MANILA - The United States' defense secretary has criticized China’s “unlawful behavior” in the South China Sea in a virtual meeting with his counterparts from the Association of Southeast Asian Nation (ASEAN) and its dialogue partners.
In a meeting on Tuesday, US Defense Secretary Lloyd Austin III blasted Beijing for its conduct in the disputed waters, wherein which lies the West Philippine Sea, the country's exclusive economic zone (EEZ) there.
"[Austin] also highlighted unlawful [People's Republic of China] behavior in the South China Sea and called on Myanmar’s military to change course," Pentagon Press Secretary John Kirby said in a statement released by the US Defense Department.
China continues to disregard the United Nations-backed ruling on the South China Sea, 90 percent of which they claim.
President Rodrigo Duterte earlier said the country's arbitral victory belonged to the trash bin and described it as a mere piece of "paper."

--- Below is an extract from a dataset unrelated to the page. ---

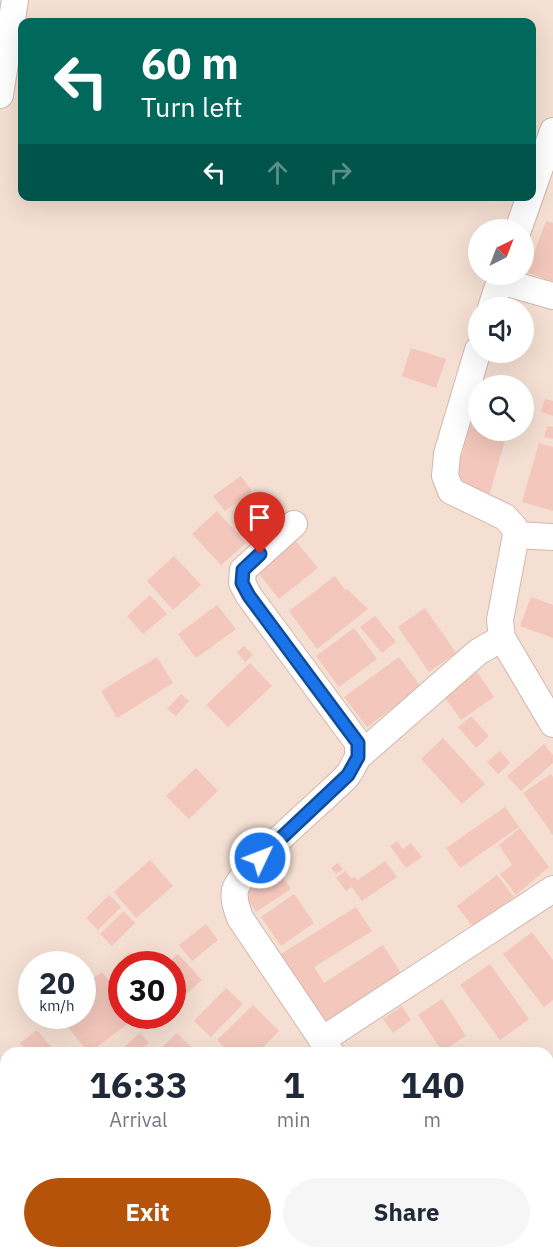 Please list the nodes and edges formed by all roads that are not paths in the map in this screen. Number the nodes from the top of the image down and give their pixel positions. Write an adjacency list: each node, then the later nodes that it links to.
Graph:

The official also highlighted the importance of “multilateral approaches to security challenges, including pandemic assistance.”

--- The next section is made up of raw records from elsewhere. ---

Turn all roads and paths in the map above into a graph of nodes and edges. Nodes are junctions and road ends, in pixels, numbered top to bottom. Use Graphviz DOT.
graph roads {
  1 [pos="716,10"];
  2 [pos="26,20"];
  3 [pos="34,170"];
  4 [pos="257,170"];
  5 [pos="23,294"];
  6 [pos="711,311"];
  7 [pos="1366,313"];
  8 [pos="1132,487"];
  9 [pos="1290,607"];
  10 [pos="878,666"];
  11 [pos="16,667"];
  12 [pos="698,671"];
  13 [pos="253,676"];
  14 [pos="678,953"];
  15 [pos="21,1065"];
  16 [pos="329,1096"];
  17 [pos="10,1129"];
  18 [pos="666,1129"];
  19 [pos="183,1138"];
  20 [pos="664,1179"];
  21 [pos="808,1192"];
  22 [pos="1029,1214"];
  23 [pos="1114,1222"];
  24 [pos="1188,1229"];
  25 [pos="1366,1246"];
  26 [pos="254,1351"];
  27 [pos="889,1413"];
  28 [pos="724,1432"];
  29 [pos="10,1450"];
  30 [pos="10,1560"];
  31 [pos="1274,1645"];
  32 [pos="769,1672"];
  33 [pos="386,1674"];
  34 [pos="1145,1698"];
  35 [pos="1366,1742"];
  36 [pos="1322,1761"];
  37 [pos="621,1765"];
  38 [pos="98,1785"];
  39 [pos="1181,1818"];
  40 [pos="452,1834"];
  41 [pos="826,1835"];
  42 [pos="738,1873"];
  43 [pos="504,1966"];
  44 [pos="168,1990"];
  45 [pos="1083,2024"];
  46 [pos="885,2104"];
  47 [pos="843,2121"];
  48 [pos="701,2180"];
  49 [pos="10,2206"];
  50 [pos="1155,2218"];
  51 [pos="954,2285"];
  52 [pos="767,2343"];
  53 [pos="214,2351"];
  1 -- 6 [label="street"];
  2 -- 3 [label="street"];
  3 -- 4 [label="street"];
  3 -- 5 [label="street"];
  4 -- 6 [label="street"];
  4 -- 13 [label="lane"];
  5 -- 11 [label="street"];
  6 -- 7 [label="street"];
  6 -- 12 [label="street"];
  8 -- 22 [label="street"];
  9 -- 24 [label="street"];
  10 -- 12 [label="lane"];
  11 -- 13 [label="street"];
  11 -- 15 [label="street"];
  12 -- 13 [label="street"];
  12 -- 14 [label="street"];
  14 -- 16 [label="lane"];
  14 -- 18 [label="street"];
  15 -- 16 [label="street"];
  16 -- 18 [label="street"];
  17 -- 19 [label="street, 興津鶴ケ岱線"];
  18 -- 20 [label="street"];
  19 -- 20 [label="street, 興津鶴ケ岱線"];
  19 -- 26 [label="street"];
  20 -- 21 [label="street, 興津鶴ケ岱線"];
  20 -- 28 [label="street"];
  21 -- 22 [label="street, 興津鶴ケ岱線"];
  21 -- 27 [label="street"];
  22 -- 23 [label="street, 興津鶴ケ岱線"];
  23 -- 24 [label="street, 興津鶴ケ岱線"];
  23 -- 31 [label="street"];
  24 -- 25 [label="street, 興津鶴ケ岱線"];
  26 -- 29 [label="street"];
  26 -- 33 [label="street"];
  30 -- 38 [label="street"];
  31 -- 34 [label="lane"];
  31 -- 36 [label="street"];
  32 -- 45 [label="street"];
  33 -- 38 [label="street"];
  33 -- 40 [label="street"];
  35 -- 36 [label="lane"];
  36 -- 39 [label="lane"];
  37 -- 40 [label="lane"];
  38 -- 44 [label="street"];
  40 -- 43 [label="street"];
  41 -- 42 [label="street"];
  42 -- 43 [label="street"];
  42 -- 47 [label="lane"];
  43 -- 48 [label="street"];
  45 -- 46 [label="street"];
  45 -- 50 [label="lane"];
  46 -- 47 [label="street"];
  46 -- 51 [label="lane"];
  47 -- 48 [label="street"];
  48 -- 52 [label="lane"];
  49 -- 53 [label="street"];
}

“In his remarks, Secretary Austin articulated the Administration’s vision for the Indo-Pacific, underscoring the importance of allies and partners, [and] shared principles," the statement read.

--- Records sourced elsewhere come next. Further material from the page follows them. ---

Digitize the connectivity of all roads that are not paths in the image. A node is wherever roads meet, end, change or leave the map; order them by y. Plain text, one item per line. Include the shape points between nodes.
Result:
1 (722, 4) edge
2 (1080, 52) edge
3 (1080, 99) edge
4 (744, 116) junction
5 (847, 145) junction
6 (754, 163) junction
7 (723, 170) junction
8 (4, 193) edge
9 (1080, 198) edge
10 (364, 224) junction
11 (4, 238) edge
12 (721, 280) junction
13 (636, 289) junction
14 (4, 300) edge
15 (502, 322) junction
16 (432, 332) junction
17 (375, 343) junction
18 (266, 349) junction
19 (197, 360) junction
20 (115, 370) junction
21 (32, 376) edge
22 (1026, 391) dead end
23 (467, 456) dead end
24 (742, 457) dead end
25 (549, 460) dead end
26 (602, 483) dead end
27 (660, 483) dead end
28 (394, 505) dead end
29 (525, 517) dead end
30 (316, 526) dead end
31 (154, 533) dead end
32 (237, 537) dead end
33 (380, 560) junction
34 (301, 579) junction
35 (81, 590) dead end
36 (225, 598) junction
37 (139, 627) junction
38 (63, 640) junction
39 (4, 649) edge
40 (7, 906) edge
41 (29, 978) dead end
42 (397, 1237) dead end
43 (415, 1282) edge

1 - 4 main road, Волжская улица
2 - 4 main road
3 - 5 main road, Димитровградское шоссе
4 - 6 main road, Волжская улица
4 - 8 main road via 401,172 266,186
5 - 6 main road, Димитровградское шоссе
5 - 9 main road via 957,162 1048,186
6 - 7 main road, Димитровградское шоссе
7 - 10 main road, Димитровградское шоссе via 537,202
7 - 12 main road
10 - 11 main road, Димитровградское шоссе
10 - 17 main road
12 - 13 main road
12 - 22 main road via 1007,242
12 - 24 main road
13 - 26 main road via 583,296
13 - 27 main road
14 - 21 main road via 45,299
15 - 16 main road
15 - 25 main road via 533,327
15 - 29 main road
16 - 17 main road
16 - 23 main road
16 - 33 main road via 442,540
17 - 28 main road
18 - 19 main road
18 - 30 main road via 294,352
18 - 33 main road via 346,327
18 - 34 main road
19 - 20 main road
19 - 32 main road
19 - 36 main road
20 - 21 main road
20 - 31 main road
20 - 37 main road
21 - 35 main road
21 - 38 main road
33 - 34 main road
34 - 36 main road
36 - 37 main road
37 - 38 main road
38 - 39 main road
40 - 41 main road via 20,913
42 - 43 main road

The defense ministers formally adopted this year’s Joint Declaration commemorating the 15th anniversary of the ASEAN Defense Ministers' Meeting, which discussed their "broad commitment" with its dialogue partners to address common challenges and "uphold a rules-based order."
“Notably, the ministers identified natural disasters exacerbated by climate change as a significant emerging regional challenge requiring cooperation to address,” according to Kirby.
In a phone call with Defense Secretary Delfin Lorenzana on April 10, Austin had “proposed several measures to deepen defense cooperation between the United States and the Philippines, including by enhancing situational awareness of threats in the South China Sea.”
He had also reiterated in April the US' commitment “to maintaining a free and open Indo-Pacific, rooted in international law, including the UN Convention on the Law of the Sea.”
The ASEAN Plus is a rostrum for the bloc's dialogue partners Australia, China, India, Japan, New Zealand, Republic of Korea, Russia, and the US.
Last week, ASEAN member-states and China reaffirmed their "continued commitment to fully and effectively implement the 2002 Declaration on the Conduct (DOC) of Parties in the South China Sea in its entirety."
They also agreed to exercise restraint in the South China Sea and avoid actions that could escalate tensions.